Surface/State Correspondence as a Generalized Holography (1503.03542v1)

Abstract: We propose a new duality relation between codimension two space-like surfaces in gravitational theories and quantum states in dual Hilbert spaces. This surface/state correspondence largely generalizes the idea of holography such that we do not need to rely on any existence of boundaries in gravitational spacetimes. The present idea is motivated by the recent interpretation of AdS/CFT in terms of the tensor networks so called MERA. Moreover, we study this correspondence from the viewpoint of entanglement entropy and information metric. The Cramer-Rao bound in quantum estimation theory implies that the quantum fluctuations of radial coordinate of the AdS is highly suppressed in the large N limit.

• The paper introduces a generalized holography by associating every convex surface with a quantum state, thereby transcending traditional boundary constraints.
• The paper applies tensor network frameworks like MERA and cMERA to establish a connection between quantum entanglement and the emergence of spacetime geometry.
• The paper leverages the Cramer-Rao bound to show that quantum fluctuations decrease in the large N limit, offering insights into cosmological spacetimes such as de Sitter spaces.

An Analysis of the Surface/State Correspondence in Generalized Holography

The paper "Surface/State Correspondence as a Generalized Holography" by Masamichi Miyaji and Tadashi Takayanagi presents an ambitious extension of the holographic principle, which traditionally relates gravitational theories to equivalent quantum field theories (QFTs) on boundary surfaces. Known for its implications in the AdS/CFT correspondence, the holographic principle posits that every region of space can be described by information encoded on its boundary, akin to a hologram.

The authors propose a more generalized framework that is not constrained by the existence of boundaries, thus broadening the applicability of holography beyond Anti-de Sitter (AdS) spaces to other cosmological spacetimes including de Sitter (dS) spaces. This novel duality asserts a correspondence between codimension two space-like surfaces in a gravitational theory and quantum states within a suitably defined Hilbert space. This relation is encapsulated by what the authors term the "surface/state correspondence."

Conceptual Framework and Proposals

The key theoretical leap from standard holography to this surface/state correspondence is motivated by tensor network theories, especially the Multi-scale Entanglement Renormalization Ansatz (MERA) and its continuous counterpart cMERA. These frameworks are compelling because they suggest a structural link between quantum entanglement and spacetime geometry, wherein the distribution of quantum entanglement governs the emergence of spacetime structure.

In the proposed framework, every convex surface $\Sigma$ in a $d+2$ dimensional gravitational spacetime corresponds to a quantum state in an associated Hilbert space $\mathcal{H}_{\Sigma}$. This correspondence has profound implications for how spacetime geometry is conceptualized. Notably, the surface $\Sigma$ is not required to coincide with a physical boundary, as traditionally prescribed by holographic principles. Furthermore, quantum states tied to topologically trivial surfaces are pure states, whereas those linked to surfaces with non-trivial topology manifest as mixed states.

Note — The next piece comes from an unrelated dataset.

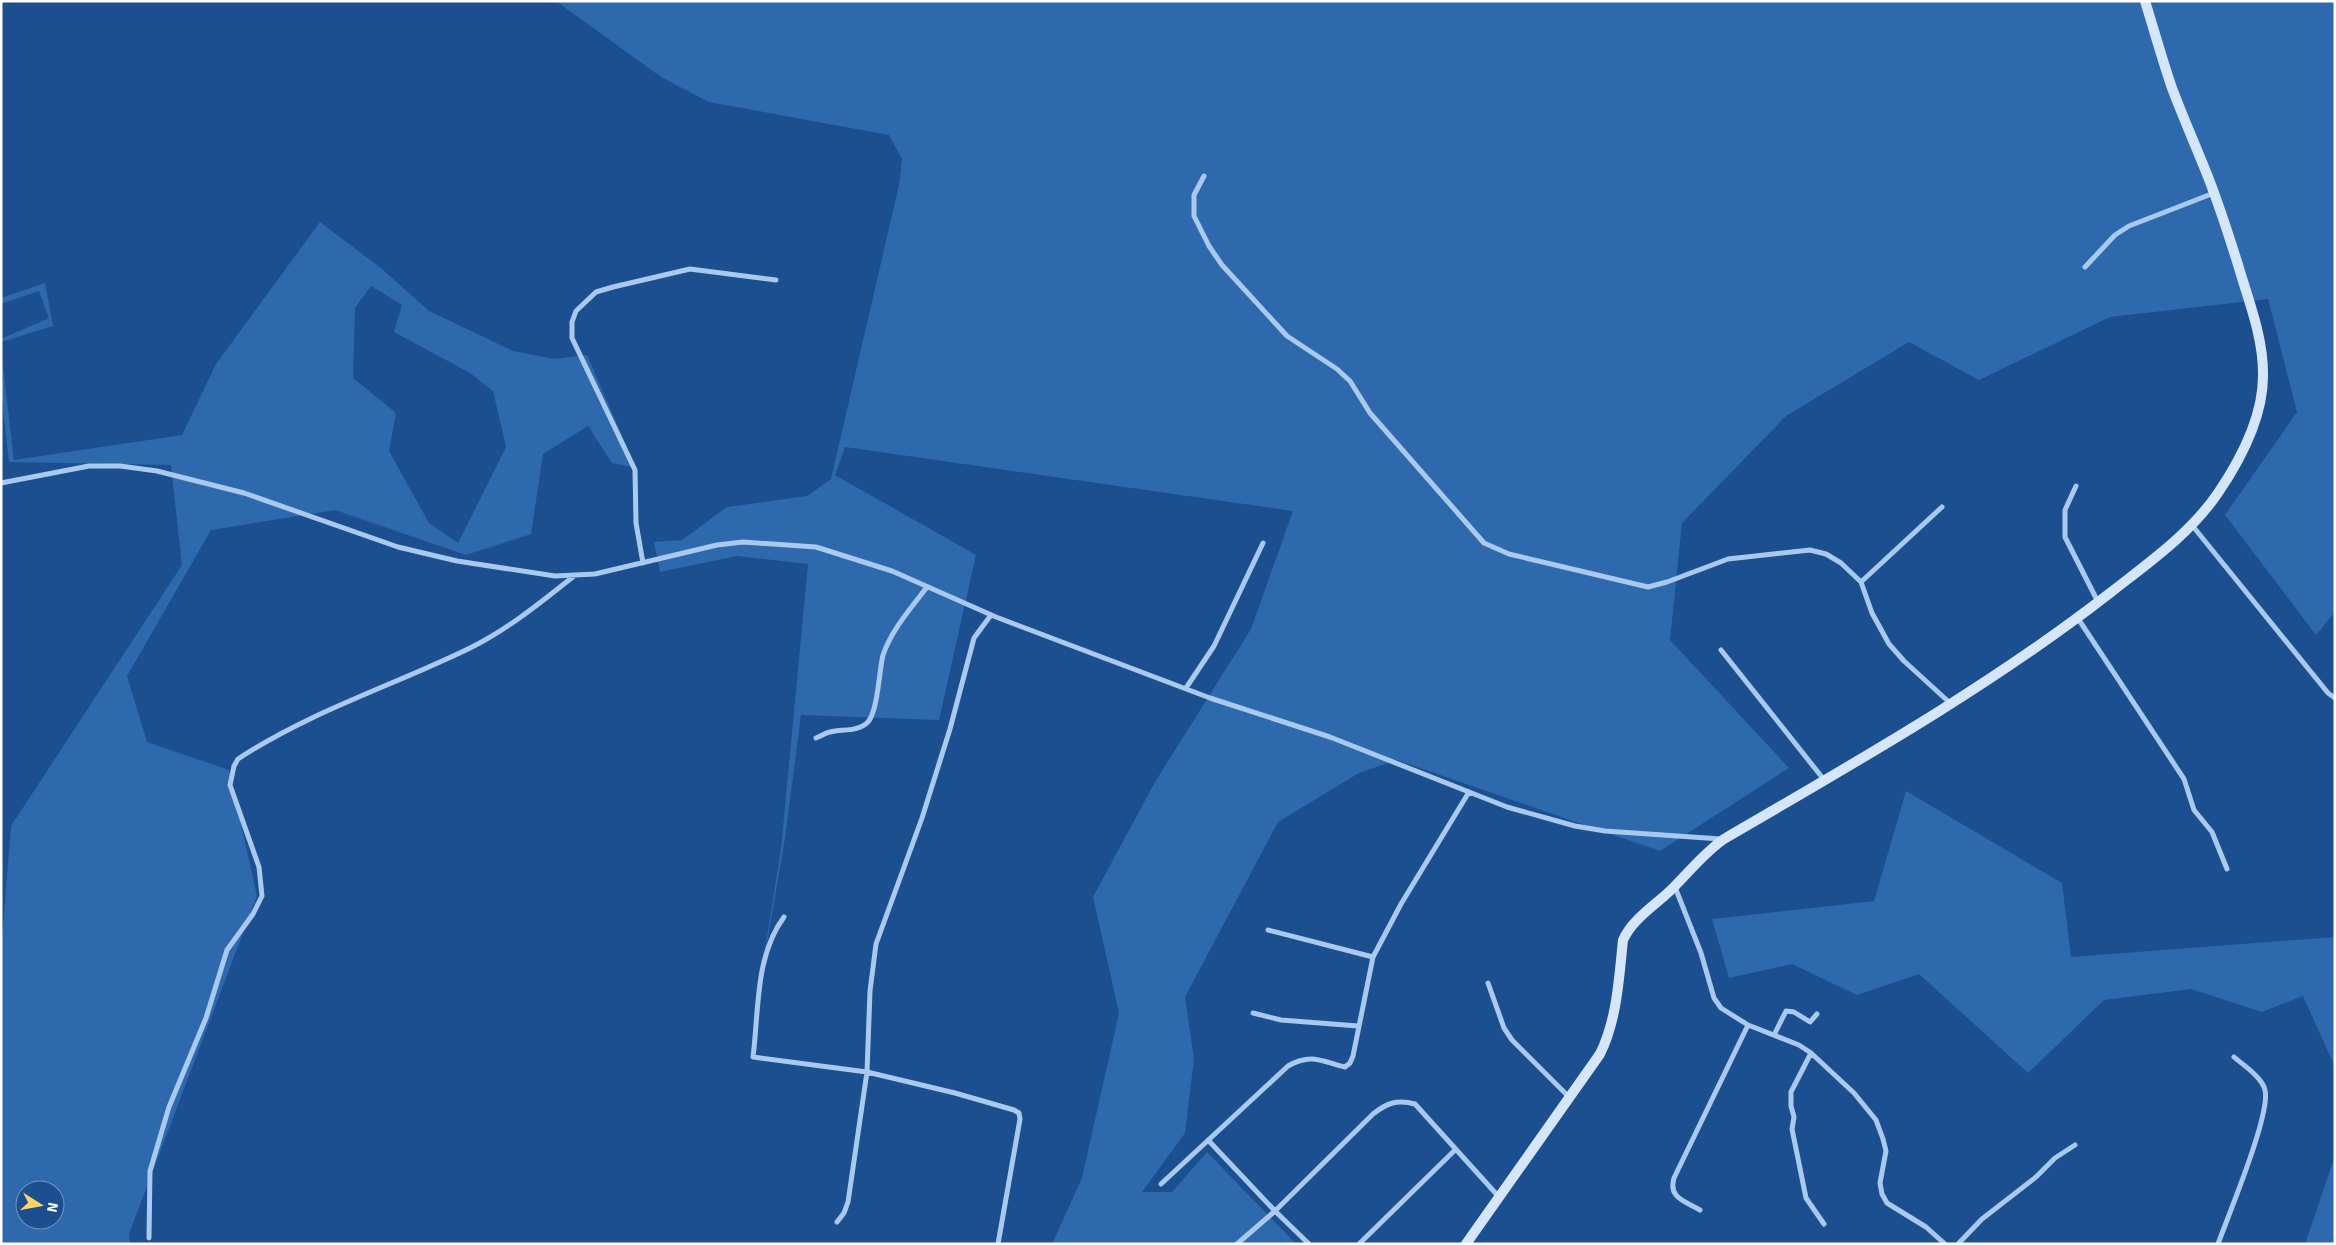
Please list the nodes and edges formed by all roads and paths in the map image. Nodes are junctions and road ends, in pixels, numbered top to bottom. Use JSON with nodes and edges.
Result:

The paper also proposes that entanglement entropy, a fundamental measure of quantum correlations, can be understood as proportional to the area of the extremal surface in spacetime, establishing a direct linkage to the Bekenstein-Hawking entropy. The formulation for entanglement entropy here is expanded beyond the traditional boundary-centric holography to apply to any point in the bulk spacetime, provided certain geometric conditions of convexity are met.

Numerical Results and Theoretical Implications

Central to their analysis is the extension of this correspondence to account for entanglement entropy and the Fisher information metric. The authors utilize the Cramer-Rao bound from quantum estimation theory to elucidate that the quantum fluctuations of the radial coordinate in AdS space diminish significantly in the large $N$ limit, aligning with the emergence of classical spacetime as understood in large $N$ field theories.

By employing tensor networks as a heuristic, the paper also explores the implications for effective entropy and the effective dimensionality of quantum states associated with these surfaces. This approach has profound implications—potentially offering a more seamless integration of inertia and gravitational effects in quantum field theoretic frameworks.

Future Directions and Speculations

The authors hint at the potential of their framework to offer insights into longstanding challenges in cosmological and theoretical physics, such as de Sitter space holography and the internal compact dimensions typically encountered in string theory. More specifically, the work proposes resolving complexities unique to dS spaces, where boundaries traditionally serve as spacelike rather than timelike structures.

Given its radical departure from traditional boundaries, this work could catalyze developments in string theory's engagement with cosmological models and inspire novel computational methods for evaluating quantum gravity theories where traditional holographic foundations, such as boundaries, may not naturally exist.

In summary, this paper makes a substantive contribution to the evolving narrative of holographic theory by significantly relaxing boundary constraints, potentially broadening the application of holographic ideas to a wider variety of cosmological scenarios. This nascent direction deserves further exploration, particularly in instances where gravitational duals to specific quantum states can provide fresh insights into the nature of spacetime itself.